Hampir setengah tahun berlalu sejak Mahkamah Konstitusi mengeluarkan putusan yang membuka peluang pencantuman kepercayaan terhadap Tuhan Yang Maha Esa dalam kolom di KTP elektronik dan data kependudukan lain.
Namun, implementasi riil putusan MK itu selalu menghadapi kendala atau berputar-putar tak menentu dan malah menerbitkan rasa curiga bahwa "nasib" putusan tersebut lebih banyak akan ditentukan oleh tarik ulur kepentingan politik sesaat.
Ini sungguh aneh karena putusan MK tersebut sangat jelas dan tegas, juga visioner karena membuka kemungkinan bagi penataan ulang sistem demokrasi- konstitusional yang menjadi imperatif proses reformasi sejak Mei 1998. Lalu di mana kemacetan itu terjadi? Apa masalahnya sehingga putusan yang tegas, bersifat mutlak dan final tersebut selalu tersendat-sendat dalam implementasinya?
Berbeda, tetapi setara
Sudah sangat lama kelompok penghayat kepercayaan—atau mereka yang selama ini meyakini dan dengan tekun merawat spiritualitas leluhur Nusantara—dinafikan keberadaannya karena negara tak mengakui kepercayaan mereka.
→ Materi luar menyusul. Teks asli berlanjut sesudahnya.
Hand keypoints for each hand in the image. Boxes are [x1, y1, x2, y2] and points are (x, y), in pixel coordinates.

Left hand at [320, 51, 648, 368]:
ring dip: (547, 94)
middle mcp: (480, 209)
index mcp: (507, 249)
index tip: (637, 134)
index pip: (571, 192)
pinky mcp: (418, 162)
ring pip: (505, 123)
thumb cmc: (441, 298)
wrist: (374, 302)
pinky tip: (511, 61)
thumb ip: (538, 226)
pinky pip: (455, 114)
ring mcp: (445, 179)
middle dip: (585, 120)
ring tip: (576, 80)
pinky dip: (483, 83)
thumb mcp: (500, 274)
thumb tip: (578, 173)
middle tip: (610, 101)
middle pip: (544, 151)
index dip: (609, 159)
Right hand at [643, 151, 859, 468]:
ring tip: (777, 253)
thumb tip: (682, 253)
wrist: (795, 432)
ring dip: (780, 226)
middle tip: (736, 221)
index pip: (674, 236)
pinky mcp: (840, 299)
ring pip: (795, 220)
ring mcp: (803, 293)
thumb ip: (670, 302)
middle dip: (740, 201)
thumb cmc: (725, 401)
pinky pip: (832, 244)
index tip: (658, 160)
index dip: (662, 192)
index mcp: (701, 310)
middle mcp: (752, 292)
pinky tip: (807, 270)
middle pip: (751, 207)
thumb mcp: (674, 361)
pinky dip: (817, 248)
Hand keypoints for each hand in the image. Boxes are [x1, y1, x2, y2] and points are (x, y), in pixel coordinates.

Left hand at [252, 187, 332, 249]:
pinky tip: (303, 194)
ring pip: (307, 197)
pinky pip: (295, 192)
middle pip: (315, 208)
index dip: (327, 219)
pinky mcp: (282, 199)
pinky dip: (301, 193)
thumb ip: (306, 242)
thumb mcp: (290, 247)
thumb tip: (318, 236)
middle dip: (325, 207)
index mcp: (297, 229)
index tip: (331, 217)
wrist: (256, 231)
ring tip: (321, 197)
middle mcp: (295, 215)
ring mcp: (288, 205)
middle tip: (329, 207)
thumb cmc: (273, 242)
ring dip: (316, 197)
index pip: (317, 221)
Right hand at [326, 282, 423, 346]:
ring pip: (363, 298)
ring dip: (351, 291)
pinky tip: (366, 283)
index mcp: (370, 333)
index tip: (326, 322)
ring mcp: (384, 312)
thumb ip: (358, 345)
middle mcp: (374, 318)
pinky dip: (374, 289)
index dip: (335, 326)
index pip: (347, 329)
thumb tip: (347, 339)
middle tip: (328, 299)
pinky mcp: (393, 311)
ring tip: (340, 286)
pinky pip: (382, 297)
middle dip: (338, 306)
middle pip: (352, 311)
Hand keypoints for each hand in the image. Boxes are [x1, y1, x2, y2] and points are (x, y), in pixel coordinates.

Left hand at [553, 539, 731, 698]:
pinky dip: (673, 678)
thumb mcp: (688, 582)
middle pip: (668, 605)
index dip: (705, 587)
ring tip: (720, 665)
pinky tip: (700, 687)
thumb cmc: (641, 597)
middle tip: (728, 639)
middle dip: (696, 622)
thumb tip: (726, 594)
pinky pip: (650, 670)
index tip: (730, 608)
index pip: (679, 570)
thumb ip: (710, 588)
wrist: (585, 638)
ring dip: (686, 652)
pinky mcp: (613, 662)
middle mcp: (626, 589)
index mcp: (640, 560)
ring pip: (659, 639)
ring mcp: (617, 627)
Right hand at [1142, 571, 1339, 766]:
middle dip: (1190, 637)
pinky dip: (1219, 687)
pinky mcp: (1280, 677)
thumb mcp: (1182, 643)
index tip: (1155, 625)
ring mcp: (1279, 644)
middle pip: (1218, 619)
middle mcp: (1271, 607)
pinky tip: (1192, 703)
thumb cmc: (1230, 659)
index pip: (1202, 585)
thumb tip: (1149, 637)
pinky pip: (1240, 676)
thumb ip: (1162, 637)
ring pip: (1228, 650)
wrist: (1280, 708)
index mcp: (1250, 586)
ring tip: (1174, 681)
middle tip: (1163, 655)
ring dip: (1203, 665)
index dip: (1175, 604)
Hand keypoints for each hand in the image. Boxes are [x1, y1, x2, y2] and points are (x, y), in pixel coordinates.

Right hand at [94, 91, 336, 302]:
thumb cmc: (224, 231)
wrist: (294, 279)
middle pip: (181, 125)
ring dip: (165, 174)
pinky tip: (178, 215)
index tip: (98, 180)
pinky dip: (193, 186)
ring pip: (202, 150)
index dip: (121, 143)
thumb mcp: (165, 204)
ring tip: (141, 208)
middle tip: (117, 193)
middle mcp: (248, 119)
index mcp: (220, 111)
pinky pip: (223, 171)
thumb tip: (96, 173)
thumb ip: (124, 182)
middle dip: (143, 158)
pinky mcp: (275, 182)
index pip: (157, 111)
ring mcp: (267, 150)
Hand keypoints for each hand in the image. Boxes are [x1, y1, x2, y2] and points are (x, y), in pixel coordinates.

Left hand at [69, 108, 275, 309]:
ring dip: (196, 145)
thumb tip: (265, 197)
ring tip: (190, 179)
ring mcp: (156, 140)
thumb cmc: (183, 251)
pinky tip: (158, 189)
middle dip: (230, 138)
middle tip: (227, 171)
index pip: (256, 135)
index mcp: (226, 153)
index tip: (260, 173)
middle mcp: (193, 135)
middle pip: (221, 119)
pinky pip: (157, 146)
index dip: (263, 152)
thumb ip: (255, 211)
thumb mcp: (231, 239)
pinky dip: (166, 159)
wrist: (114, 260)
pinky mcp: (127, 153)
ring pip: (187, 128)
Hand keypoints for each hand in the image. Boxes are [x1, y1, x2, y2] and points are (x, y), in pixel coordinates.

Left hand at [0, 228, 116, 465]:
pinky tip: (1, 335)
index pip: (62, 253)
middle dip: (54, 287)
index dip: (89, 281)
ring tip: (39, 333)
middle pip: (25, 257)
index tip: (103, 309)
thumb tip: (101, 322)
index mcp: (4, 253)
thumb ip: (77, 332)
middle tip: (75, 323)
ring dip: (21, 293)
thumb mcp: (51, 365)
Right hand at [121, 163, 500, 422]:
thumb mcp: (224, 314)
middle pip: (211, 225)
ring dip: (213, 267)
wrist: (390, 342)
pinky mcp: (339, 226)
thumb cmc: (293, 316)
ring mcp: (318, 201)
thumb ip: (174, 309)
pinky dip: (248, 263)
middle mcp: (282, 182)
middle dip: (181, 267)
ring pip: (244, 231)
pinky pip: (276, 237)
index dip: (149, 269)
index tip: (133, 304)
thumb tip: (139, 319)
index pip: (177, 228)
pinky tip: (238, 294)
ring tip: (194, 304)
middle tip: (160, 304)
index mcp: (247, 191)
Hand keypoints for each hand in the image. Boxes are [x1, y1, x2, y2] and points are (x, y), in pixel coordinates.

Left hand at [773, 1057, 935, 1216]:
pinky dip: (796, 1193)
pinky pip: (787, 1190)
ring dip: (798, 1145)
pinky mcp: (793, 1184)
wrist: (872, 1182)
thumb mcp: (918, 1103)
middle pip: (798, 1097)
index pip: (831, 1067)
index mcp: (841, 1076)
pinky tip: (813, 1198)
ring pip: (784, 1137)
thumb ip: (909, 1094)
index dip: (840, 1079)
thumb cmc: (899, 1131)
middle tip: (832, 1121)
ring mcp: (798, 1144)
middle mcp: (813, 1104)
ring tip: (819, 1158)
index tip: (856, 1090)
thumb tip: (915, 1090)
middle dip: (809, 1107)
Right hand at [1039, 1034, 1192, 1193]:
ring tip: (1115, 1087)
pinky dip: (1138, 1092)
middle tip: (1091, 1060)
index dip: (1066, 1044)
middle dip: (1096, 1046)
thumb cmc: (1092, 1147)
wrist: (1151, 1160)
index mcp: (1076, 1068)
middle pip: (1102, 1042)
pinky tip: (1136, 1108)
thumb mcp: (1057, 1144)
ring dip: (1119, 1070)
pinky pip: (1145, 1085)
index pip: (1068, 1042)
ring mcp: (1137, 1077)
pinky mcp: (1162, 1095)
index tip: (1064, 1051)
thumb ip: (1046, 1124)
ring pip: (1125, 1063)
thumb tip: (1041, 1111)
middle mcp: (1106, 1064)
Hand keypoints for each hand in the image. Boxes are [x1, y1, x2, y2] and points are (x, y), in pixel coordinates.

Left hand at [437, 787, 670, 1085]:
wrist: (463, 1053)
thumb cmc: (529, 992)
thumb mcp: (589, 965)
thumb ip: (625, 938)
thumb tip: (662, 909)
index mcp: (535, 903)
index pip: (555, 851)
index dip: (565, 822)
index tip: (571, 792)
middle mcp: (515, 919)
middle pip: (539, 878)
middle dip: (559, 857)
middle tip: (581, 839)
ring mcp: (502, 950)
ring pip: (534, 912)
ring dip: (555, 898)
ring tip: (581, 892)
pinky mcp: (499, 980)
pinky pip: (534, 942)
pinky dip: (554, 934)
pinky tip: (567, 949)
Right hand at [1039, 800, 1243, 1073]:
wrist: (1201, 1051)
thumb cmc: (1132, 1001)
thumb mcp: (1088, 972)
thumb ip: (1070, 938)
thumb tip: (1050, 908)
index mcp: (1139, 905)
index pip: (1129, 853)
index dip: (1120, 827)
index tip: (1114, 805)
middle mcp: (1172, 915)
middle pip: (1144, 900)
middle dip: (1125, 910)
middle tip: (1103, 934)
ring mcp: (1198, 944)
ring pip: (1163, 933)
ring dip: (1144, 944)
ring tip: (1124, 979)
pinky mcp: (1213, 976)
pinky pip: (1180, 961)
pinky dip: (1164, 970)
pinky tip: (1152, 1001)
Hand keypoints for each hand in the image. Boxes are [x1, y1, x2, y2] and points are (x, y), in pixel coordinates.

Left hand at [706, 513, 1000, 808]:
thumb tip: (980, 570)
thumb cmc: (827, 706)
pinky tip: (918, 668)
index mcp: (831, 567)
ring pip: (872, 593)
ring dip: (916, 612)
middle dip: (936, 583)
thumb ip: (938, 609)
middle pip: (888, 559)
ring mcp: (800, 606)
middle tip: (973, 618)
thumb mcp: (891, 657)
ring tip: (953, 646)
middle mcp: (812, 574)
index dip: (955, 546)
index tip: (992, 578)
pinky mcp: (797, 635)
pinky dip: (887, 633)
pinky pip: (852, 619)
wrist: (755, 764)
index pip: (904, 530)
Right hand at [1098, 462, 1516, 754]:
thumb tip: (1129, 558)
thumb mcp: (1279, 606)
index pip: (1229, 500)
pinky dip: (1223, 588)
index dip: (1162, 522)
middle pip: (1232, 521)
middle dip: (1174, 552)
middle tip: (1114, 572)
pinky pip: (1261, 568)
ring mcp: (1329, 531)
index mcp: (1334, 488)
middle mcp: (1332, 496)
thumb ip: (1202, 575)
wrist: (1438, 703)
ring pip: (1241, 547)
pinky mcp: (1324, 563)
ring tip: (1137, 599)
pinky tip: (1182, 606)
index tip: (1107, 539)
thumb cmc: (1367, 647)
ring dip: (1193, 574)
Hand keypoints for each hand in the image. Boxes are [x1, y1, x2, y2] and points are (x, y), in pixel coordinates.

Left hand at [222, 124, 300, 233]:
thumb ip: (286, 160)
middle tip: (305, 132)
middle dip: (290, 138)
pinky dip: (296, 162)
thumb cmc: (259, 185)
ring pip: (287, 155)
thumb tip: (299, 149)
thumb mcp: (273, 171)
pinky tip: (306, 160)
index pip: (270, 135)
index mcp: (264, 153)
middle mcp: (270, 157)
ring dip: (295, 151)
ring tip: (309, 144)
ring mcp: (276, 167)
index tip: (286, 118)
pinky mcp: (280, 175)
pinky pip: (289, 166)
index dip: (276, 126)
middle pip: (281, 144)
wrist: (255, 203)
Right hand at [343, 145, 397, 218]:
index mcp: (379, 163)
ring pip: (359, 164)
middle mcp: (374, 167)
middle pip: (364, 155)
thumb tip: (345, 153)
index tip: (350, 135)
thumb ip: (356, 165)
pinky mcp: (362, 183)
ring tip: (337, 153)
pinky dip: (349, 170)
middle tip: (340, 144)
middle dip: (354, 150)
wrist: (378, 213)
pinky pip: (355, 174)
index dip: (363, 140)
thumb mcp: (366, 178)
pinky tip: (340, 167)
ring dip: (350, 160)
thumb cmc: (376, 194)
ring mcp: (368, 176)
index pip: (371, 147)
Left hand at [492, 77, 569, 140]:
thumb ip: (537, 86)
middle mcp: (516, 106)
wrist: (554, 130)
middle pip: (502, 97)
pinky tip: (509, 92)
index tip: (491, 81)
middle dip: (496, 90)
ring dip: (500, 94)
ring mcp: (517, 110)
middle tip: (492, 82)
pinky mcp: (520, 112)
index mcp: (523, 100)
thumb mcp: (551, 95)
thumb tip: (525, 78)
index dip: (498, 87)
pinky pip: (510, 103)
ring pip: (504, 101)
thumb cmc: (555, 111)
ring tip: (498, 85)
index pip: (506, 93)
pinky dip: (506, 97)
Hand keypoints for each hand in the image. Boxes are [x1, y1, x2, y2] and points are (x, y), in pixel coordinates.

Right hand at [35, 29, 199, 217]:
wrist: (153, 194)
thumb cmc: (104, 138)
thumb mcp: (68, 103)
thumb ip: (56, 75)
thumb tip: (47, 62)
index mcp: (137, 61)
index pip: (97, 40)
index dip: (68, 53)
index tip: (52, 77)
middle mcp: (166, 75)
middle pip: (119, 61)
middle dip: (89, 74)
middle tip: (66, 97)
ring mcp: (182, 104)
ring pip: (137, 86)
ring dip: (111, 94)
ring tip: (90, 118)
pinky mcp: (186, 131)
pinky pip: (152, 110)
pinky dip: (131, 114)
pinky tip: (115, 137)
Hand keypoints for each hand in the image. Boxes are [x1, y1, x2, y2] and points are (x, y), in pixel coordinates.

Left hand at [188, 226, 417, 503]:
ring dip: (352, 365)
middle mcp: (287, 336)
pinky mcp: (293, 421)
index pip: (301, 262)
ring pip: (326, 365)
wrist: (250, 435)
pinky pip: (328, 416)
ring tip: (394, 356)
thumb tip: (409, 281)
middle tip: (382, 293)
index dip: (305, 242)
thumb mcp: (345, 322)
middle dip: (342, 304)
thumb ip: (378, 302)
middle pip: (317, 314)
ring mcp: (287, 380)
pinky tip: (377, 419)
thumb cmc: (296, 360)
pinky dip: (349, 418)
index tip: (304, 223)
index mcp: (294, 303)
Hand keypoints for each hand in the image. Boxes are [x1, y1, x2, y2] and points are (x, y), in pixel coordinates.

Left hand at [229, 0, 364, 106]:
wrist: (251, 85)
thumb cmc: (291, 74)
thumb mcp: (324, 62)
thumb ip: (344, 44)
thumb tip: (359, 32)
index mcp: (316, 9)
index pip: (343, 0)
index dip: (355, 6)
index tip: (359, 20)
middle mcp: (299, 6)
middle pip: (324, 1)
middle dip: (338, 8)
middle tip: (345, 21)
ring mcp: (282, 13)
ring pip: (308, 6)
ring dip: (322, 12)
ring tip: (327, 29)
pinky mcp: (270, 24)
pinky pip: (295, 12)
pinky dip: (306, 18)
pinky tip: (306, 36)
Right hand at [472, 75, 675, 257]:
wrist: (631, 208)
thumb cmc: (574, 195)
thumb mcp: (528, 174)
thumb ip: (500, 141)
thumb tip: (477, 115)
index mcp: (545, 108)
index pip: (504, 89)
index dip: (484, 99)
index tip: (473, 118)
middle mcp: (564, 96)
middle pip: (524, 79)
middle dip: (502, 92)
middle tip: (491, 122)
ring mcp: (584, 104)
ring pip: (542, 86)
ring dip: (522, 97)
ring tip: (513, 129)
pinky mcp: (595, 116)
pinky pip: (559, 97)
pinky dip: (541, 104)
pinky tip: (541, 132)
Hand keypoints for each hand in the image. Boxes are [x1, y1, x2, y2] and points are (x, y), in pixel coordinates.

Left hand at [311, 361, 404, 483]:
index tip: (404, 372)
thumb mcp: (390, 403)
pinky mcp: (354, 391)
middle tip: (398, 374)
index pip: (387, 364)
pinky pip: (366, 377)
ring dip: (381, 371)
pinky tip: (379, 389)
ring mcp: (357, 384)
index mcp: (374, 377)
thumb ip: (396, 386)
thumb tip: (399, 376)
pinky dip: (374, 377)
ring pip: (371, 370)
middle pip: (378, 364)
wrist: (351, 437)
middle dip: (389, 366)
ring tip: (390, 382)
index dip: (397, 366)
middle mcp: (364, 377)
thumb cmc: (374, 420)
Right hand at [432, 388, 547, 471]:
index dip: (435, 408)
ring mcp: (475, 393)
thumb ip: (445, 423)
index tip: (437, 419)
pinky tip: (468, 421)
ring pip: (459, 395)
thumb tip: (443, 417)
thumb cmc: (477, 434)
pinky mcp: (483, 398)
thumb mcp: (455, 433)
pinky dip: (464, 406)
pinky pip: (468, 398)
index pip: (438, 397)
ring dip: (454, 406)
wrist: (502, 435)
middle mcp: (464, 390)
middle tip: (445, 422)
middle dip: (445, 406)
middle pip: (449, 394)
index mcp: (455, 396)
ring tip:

Ini tecermin jelas dalam Pasal 61 Ayat (1) dan (2) UU Nomor 23 Tahun 2006 tentang Administrasi Kependudukan dan revisinya (untuk kepentingan KTP elektronik) dalam Pasal 64 Ayat (1) dan (5) UU Nomor 24 Tahun 2013. Pasal-pasal itu memerintahkan pengosongan kolom agama dalam KTP dan dokumen kependudukan lain "bagi penduduk yang agamanya belum diakui sebagai agama berdasarkan ketentuan peraturan perundang-undangan atau bagi penghayat kepercayaan" (cetak miring ditambahkan). Jelas ketentuan itu dinilai sangat diskriminatif sehingga digugat ke MK.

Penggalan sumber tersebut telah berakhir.